Feb 12, 2002, 5:21 AM

Post #1 of 7 (72743 views)
Counting again! Can't Post
This is sort of related to the other thread but can anyone tell me what the following 2 examples print and why Wink

my $num = 0;

print ++$num - --$num + --$num;
print ++$num - $num-- + $num--;


unknownSym
stranger

Feb 12, 2002, 8:28 AM

Post #2 of 7 (72730 views)
Re: [RedRum] Counting again! [In reply to] Can't Post
I'm sorry I cheated. I executed the code, but I won't show the answers.

Before I executed the code I thought the first print statement would print 0, and the second print statement would print -1, but I was wrong.

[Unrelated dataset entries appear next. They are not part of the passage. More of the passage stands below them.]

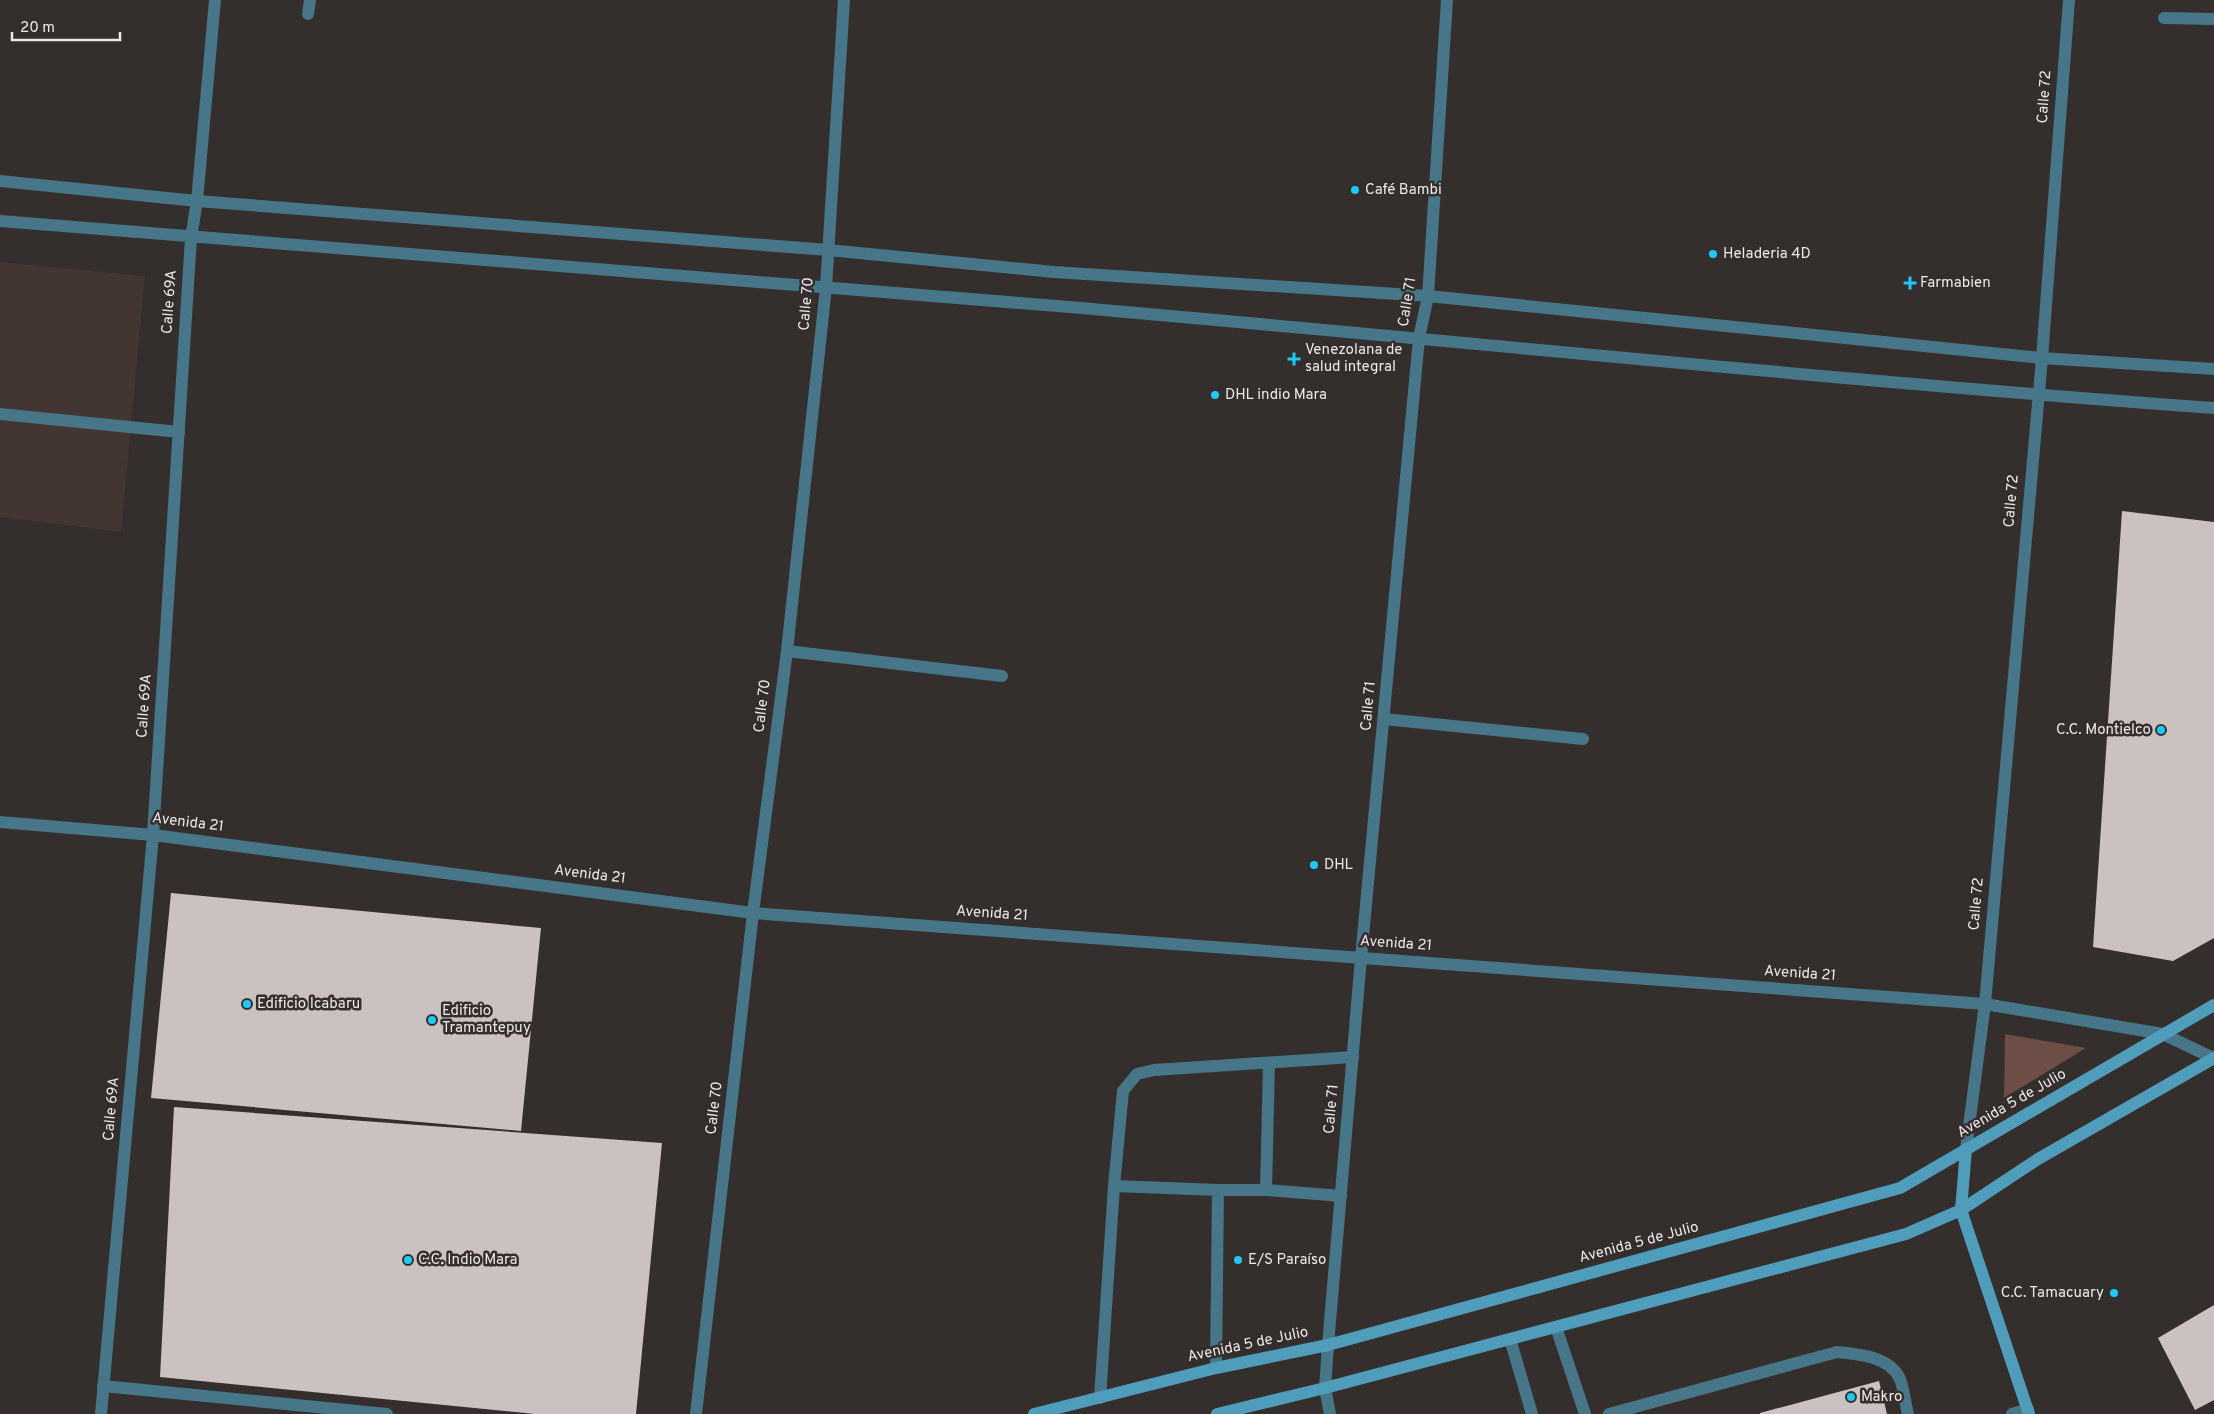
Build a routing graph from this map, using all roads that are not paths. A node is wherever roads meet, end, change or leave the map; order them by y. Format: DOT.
graph roads {
  1 [pos="215,0"];
  2 [pos="310,0"];
  3 [pos="844,0"];
  4 [pos="1447,0"];
  5 [pos="2069,0"];
  6 [pos="308,14"];
  7 [pos="2164,18"];
  8 [pos="2214,18"];
  9 [pos="0,181"];
  10 [pos="197,201"];
  11 [pos="0,221"];
  12 [pos="191,238"];
  13 [pos="828,250"];
  14 [pos="826,286"];
  15 [pos="1428,296"];
  16 [pos="1419,338"];
  17 [pos="2042,358"];
  18 [pos="2214,369"];
  19 [pos="2038,395"];
  20 [pos="2214,408"];
  21 [pos="0,414"];
  22 [pos="179,432"];
  23 [pos="787,652"];
  24 [pos="1002,676"];
  25 [pos="1384,719"];
  26 [pos="1584,739"];
  27 [pos="0,822"];
  28 [pos="153,835"];
  29 [pos="754,913"];
  30 [pos="1362,958"];
  31 [pos="1985,1004"];
  32 [pos="2214,1005"];
  33 [pos="2163,1034"];
  34 [pos="1353,1057"];
  35 [pos="2213,1058"];
  36 [pos="1269,1063"];
  37 [pos="1966,1149"];
  38 [pos="1114,1186"];
  39 [pos="1218,1190"];
  40 [pos="1266,1190"];
  41 [pos="1341,1196"];
  42 [pos="1961,1210"];
  43 [pos="1556,1327"];
  44 [pos="1510,1339"];
  45 [pos="1328,1345"];
  46 [pos="1216,1368"];
  47 [pos="104,1386"];
  48 [pos="1325,1388"];
  49 [pos="1100,1398"];
  50 [pos="2028,1411"];
  51 [pos="101,1414"];
  52 [pos="388,1414"];
  53 [pos="696,1414"];
  54 [pos="1034,1414"];
  55 [pos="1216,1414"];
  56 [pos="1330,1414"];
  57 [pos="1532,1414"];
  58 [pos="1585,1414"];
  59 [pos="1609,1414"];
  60 [pos="1908,1414"];
  61 [pos="2012,1414"];
  1 -- 10 [label="street, Calle 69A"];
  2 -- 6 [label="street"];
  3 -- 13 [label="street, Calle 70"];
  4 -- 15 [label="street, Calle 71"];
  5 -- 17 [label="street, Calle 72"];
  7 -- 8 [label="street"];
  9 -- 10 [label="street"];
  10 -- 12 [label="street, Calle 69A"];
  10 -- 13 [label="street"];
  11 -- 12 [label="street"];
  12 -- 14 [label="street"];
  12 -- 22 [label="street, Calle 69A"];
  13 -- 14 [label="street, Calle 70"];
  13 -- 15 [label="street"];
  14 -- 16 [label="street"];
  14 -- 23 [label="street, Calle 70"];
  15 -- 16 [label="street, Calle 71"];
  15 -- 17 [label="street"];
  16 -- 19 [label="street"];
  16 -- 25 [label="street, Calle 71"];
  17 -- 18 [label="street"];
  17 -- 19 [label="street, Calle 72"];
  19 -- 20 [label="street"];
  19 -- 31 [label="street, Calle 72"];
  21 -- 22 [label="street"];
  22 -- 28 [label="street, Calle 69A"];
  23 -- 24 [label="street"];
  23 -- 29 [label="street, Calle 70"];
  25 -- 26 [label="street"];
  25 -- 30 [label="street, Calle 71"];
  27 -- 28 [label="street, Avenida 21"];
  28 -- 29 [label="street, Avenida 21"];
  28 -- 47 [label="street, Calle 69A"];
  29 -- 30 [label="street, Avenida 21"];
  29 -- 53 [label="street, Calle 70"];
  30 -- 31 [label="street, Avenida 21"];
  30 -- 34 [label="street, Calle 71"];
  31 -- 33 [label="street, Avenida 21"];
  31 -- 37 [label="street, Calle 72"];
  32 -- 33 [label="main road, Avenida 5 de Julio"];
  33 -- 35 [label="street, Avenida 21"];
  33 -- 37 [label="main road, Avenida 5 de Julio"];
  34 -- 36 [label="street"];
  34 -- 41 [label="street, Calle 71"];
  35 -- 42 [label="main road"];
  36 -- 38 [label="street"];
  36 -- 40 [label="street"];
  37 -- 42 [label="main road"];
  37 -- 45 [label="main road, Avenida 5 de Julio"];
  38 -- 39 [label="street"];
  38 -- 49 [label="street"];
  39 -- 40 [label="street"];
  39 -- 46 [label="street"];
  40 -- 41 [label="street"];
  41 -- 45 [label="street, Calle 71"];
  42 -- 43 [label="main road"];
  42 -- 50 [label="main road"];
  43 -- 44 [label="main road"];
  43 -- 58 [label="street"];
  44 -- 48 [label="main road"];
  44 -- 57 [label="street"];
  45 -- 46 [label="main road, Avenida 5 de Julio"];
  45 -- 48 [label="street, Calle 71"];
  46 -- 49 [label="main road, Avenida 5 de Julio"];
  47 -- 51 [label="street, Calle 69A"];
  47 -- 52 [label="street"];
  48 -- 55 [label="main road"];
  48 -- 56 [label="street, Calle 71"];
  49 -- 54 [label="main road, Avenida 5 de Julio"];
  50 -- 61 [label="street"];
  59 -- 60 [label="street"];
}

I have no idea why. It's completely boggling. I would like to say that it has something to do with the order of operations, but I'm not sure.


fashimpaur
User

Feb 12, 2002, 8:49 AM

Post #3 of 7 (72728 views)
Re: [RedRum] Counting again! [In reply to] Can't Post
RedRum,

Here we meet again. Let's look at what is being asked....

my $num = 0;

print ++$num - --$num + --$num;
print ++$num - $num-- + $num--;

Since no parenthesis exist, then order of precedence is in effect.

Line 3 states:

print ++$num - --$num + --$num; # this causes a race condition between
# precedences.

What actually occurs is this:

The compiler tries to increment $num from 0 to 1 and assign 1 to $num. At
the same time, it tries to decrement $num from 1 to 0. The result of which
appears in the incremented $num. Because the decremented $num then finishes,
it's value is 0. The first part of the equation then becomes 0 - 0. At this point,
the compiler tries to decrement the value of num (0) and add it to the result of
the first part of the equation. 0 + -1 = -1. Thus, -1 is printed to the output.

REMEMBER: $num is now -1 at this point!

Line 4 states:

print ++$num - $num-- + $num--; # precedence race occurs again.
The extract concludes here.